中文摘要：

目的研究siRNA对肝癌耐药细胞系HepG2／mrp1中多药耐药相关蛋白基因（multi—drug-resistant-associated1，mrp1）及其蛋白产物MRP1表达的抑制作用和逆转其耐药性的效果。方法设计合成针对mrp1启动子区域的RNA干扰小片段，转染肝癌耐药细胞HepG2／mrp1。通过RT-PCR和流式细胞仪，在mRNA和蛋白质水平评估RNA干扰对mrp1表达的影响；MTT法检测RNA干扰逆转HepG2／mrp1细胞多药耐药性的变化，按照实验组和亲本组细胞的半数抑制剂量（IC30）评估RNA干扰对细胞耐药倍数的改变。结果在耐药细胞HepG2／mrp1中，RNA干扰明显抑制了mrp1mRNA和蛋白产物MRP1的表达水平，在相同浓度药物作用下实验组细胞耐药性显著下降。结论我们设计的siRNA对肝癌耐药细胞HepG2／mrp1中的mrp1基因有显著的抑制作用，具有良好的逆转多药耐药性的效果。

英文摘要：

Objective To investigate the suppression of mrpl and MRP1 induced by small interfering RNA and the restoration of sensitivity to chemotherapeutic drugs in the multidrug-resistant hepatocellular carcinoma cell lines HepG2/mrp1. Methods mrp1-targeted small interfering RNA duplexes were designed and composed and introduced into multidrug-resistant hepatocellular carcinoma cell lines HepG2/mrp1. The suppression of mrpl mRNA and its gene product MRP1 was examined by RT-PCR and flow cytometry （FCM）, respectively. MTT assay was performed to measure the reverse effect of small interfering RNA based on the results of IC50. Results The overexpression of mrpl mRNA and MRP1 was effectively suppressed by small interfering RNAs.
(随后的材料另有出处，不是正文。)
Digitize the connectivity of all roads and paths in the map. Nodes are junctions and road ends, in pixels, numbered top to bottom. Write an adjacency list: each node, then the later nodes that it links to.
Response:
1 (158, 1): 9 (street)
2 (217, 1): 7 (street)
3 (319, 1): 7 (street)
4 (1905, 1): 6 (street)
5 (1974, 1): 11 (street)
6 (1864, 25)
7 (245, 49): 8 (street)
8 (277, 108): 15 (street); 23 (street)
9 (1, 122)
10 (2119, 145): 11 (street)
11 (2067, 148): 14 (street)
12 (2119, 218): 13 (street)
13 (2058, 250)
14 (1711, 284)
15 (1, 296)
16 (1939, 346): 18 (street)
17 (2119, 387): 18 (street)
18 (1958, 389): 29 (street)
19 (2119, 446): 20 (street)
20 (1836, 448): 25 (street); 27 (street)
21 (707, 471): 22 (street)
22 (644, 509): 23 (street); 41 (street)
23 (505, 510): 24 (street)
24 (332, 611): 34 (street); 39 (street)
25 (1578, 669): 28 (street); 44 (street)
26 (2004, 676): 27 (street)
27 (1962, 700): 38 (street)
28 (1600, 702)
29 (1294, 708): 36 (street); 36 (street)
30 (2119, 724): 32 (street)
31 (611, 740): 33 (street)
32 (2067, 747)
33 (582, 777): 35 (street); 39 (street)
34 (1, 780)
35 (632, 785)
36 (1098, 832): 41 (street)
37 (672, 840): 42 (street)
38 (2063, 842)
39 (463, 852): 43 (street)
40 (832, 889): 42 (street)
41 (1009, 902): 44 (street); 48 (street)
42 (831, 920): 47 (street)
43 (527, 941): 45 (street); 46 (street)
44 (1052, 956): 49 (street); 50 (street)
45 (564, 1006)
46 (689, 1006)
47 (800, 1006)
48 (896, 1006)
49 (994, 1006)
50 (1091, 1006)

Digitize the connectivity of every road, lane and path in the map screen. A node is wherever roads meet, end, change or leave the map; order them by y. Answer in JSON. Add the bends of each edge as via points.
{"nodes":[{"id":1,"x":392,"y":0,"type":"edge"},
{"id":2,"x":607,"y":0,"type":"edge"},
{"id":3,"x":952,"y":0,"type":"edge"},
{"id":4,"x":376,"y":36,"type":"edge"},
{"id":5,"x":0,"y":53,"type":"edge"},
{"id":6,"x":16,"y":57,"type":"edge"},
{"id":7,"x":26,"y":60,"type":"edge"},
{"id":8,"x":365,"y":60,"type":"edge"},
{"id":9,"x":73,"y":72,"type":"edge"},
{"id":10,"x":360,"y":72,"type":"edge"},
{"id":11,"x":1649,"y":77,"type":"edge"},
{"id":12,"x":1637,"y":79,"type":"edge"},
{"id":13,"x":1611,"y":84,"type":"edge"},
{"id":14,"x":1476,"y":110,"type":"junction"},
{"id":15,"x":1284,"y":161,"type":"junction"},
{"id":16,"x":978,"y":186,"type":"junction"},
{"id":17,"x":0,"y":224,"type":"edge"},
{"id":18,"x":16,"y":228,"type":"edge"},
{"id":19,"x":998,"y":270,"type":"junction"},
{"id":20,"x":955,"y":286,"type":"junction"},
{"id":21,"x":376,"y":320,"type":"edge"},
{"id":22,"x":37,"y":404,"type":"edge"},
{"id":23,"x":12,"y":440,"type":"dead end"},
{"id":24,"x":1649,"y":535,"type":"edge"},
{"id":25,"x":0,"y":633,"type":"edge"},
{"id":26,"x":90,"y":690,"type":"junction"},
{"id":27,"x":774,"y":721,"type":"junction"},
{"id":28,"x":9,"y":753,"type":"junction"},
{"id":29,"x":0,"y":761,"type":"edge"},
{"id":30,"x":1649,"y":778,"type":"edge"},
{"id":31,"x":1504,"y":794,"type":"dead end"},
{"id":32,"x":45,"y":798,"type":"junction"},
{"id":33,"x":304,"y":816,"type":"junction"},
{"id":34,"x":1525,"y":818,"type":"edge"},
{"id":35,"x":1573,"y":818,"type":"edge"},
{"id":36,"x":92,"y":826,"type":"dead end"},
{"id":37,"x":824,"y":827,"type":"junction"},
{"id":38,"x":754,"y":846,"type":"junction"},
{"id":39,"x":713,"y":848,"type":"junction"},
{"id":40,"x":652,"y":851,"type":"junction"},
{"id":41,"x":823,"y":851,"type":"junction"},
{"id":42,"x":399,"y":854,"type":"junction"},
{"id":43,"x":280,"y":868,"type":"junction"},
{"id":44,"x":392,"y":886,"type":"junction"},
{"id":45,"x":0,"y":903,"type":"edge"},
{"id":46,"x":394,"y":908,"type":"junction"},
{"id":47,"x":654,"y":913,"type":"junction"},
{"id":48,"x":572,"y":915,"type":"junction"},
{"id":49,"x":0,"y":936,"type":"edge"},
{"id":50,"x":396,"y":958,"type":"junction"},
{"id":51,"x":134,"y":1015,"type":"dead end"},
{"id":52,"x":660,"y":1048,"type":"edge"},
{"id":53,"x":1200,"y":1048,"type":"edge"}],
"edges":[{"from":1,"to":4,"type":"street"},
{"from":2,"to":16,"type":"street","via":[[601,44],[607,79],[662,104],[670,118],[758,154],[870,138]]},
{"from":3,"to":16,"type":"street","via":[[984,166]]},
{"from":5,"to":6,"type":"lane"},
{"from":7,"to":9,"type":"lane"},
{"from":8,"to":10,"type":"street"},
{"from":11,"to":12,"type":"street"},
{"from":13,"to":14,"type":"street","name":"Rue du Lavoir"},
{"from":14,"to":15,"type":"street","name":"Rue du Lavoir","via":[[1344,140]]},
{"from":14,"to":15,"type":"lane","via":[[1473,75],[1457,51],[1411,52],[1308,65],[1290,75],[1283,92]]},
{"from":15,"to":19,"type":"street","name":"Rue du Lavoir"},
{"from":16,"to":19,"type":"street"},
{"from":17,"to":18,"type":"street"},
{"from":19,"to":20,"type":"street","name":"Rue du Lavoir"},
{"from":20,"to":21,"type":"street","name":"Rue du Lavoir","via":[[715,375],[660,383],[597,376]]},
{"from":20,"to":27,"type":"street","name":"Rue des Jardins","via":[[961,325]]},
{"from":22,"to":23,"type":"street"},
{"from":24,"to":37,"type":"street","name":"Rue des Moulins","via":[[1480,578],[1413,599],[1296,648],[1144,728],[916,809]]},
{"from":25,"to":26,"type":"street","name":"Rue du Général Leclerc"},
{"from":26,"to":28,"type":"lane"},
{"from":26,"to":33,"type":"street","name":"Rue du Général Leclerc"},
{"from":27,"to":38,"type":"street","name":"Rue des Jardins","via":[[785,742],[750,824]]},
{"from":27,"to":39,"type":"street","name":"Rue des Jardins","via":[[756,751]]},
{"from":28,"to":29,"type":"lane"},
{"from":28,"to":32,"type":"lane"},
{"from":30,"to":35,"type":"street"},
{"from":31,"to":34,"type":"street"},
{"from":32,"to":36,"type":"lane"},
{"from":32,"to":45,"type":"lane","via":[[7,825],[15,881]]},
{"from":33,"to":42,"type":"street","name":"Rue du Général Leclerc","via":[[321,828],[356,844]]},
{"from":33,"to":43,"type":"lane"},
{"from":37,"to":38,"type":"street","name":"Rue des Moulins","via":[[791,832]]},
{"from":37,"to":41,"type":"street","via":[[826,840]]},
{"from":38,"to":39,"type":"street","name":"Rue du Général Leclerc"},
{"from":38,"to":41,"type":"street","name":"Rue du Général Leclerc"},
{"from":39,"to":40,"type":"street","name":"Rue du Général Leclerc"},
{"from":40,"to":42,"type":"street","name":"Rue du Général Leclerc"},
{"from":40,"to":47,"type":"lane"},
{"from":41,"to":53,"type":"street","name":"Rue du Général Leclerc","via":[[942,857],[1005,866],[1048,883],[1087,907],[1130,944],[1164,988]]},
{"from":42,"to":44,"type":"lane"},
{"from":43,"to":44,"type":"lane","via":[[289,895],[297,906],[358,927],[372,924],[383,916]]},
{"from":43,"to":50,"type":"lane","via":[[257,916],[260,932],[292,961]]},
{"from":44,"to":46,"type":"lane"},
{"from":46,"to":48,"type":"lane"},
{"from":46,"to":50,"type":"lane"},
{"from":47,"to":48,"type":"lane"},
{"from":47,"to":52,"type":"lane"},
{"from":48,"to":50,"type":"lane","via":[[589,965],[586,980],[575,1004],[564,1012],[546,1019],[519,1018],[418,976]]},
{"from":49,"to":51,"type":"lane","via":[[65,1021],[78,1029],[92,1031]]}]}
The level of mrp1 mRNA in the transfected HepG2/mrpl cells was reduced to （86.36±2.76）% and MRP1 to （89.38±3.76）% compared with those of the controls. The resistance to ADR was reversed five-fold, which indicated the restoration of sensitivity to drugs. Conclusion Small interfering RNA can inhibit mrpl expression effectively and reverse the multidrug resistance mediated by MRP1.